### What is being asked
In the entries that follow, find every line containing "than" and copy it.
■ ■ ■ ■ ■
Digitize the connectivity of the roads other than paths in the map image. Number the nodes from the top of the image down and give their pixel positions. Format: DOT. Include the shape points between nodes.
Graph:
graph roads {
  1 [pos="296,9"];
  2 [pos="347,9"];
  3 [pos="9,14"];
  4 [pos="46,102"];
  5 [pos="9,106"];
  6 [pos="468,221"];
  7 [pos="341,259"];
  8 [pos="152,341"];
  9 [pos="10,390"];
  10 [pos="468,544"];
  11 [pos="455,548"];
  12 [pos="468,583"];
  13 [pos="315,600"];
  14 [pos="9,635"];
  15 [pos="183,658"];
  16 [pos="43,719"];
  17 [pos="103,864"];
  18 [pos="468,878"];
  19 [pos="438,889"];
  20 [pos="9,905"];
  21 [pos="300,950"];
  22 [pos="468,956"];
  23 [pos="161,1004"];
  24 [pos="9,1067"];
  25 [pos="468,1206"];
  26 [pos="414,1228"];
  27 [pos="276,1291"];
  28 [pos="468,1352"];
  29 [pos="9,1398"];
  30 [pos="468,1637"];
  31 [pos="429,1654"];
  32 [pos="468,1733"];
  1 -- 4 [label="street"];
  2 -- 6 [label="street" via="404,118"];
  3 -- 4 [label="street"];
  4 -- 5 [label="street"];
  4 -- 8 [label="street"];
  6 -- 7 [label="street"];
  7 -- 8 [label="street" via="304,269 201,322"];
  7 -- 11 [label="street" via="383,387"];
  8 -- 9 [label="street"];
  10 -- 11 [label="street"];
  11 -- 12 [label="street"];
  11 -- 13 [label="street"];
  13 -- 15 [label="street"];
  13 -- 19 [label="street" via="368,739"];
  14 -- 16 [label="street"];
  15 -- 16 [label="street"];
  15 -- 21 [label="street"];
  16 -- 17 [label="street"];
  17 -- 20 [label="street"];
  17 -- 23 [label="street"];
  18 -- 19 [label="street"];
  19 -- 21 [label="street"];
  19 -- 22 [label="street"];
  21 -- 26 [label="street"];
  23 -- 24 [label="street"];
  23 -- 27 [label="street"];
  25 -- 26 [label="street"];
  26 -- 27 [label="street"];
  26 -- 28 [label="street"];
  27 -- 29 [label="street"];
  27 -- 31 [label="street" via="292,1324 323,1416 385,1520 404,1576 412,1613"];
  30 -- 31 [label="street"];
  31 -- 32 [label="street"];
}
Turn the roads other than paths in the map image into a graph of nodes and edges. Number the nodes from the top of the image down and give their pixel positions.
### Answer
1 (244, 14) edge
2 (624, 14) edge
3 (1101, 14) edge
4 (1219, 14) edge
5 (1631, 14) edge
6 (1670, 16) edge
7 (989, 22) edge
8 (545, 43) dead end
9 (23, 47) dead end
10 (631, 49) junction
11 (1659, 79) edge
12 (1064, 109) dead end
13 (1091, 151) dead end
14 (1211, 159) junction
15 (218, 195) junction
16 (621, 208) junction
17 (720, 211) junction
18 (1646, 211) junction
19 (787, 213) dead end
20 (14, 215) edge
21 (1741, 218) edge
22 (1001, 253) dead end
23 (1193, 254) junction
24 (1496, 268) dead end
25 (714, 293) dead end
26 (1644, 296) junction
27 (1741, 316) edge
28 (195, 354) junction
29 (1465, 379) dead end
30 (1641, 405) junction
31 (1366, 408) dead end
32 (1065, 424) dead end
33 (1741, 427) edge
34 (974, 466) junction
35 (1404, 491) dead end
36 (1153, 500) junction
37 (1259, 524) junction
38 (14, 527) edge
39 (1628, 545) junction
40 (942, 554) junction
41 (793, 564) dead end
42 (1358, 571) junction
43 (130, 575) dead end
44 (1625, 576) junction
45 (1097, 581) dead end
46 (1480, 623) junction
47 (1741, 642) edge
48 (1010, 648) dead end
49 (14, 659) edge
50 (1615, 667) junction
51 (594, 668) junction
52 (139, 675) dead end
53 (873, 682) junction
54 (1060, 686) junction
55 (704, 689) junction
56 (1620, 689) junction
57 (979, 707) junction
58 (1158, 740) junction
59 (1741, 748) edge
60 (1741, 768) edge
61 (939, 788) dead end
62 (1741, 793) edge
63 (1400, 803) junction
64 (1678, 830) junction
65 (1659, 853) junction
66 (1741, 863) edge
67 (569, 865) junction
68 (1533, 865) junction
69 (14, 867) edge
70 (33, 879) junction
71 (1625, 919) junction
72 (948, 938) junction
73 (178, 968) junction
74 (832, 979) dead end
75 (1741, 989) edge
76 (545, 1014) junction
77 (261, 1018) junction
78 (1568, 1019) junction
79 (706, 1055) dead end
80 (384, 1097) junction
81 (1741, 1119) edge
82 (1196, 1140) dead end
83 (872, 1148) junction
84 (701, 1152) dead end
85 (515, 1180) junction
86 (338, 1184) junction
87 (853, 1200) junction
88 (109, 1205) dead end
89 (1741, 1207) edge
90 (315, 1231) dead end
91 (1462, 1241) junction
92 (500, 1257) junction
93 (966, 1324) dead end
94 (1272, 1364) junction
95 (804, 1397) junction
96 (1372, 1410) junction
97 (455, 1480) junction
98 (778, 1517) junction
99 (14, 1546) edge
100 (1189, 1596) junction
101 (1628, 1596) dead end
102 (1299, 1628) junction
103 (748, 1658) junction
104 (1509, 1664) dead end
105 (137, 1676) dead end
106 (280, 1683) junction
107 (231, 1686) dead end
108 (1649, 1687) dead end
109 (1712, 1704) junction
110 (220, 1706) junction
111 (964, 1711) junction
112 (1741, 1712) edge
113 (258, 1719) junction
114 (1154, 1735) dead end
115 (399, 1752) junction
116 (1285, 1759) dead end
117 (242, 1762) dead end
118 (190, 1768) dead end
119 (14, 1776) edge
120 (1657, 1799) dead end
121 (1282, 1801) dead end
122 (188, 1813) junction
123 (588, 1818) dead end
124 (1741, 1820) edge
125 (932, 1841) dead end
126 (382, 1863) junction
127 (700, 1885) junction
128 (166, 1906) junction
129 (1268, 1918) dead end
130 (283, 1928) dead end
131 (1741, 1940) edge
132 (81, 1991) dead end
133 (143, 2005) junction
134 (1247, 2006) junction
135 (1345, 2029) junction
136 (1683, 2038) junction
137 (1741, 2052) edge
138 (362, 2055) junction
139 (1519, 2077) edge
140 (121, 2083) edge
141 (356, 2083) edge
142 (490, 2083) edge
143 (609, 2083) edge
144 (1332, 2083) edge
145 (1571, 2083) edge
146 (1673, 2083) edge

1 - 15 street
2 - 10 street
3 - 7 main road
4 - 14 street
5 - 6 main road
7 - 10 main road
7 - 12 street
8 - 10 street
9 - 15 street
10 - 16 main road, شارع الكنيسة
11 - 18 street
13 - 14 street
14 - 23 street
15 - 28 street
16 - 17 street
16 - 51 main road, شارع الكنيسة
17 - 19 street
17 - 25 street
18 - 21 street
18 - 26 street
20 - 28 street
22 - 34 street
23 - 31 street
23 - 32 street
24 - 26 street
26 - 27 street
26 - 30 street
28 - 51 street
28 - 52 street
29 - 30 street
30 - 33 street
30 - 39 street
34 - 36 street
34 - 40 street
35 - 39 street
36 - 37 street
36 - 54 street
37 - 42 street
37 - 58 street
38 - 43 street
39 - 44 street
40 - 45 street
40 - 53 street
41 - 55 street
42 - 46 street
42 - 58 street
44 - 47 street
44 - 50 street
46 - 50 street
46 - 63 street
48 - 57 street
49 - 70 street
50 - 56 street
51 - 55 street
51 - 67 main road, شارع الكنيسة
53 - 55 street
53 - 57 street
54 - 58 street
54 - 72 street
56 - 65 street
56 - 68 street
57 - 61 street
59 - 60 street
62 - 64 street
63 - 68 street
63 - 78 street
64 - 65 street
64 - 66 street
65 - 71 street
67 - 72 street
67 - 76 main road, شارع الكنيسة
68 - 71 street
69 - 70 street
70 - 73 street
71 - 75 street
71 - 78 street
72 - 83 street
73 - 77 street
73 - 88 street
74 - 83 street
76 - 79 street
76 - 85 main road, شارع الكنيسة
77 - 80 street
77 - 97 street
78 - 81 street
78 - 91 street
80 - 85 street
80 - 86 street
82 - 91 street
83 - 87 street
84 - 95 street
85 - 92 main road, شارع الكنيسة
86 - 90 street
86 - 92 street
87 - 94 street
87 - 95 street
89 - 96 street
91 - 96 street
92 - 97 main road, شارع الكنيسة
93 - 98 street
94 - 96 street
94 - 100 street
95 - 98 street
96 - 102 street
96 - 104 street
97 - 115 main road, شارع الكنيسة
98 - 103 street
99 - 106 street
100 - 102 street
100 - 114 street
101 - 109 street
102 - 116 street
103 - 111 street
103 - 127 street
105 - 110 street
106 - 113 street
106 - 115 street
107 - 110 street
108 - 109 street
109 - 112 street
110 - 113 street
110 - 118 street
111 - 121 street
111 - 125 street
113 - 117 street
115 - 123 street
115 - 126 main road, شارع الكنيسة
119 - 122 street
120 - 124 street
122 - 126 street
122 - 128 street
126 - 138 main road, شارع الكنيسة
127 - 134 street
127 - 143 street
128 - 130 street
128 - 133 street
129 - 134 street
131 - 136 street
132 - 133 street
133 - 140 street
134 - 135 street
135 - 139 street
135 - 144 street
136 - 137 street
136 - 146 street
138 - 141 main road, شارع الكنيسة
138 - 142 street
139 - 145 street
■ ■ ■ ■ ■
### Answer space
Digitize the connectivity of the roads other than paths in the map image. Number the nodes from the top of the image down and give their pixel positions. Format: DOT. Include the shape points between nodes.
Turn the roads other than paths in the map image into a graph of nodes and edges. Number the nodes from the top of the image down and give their pixel positions.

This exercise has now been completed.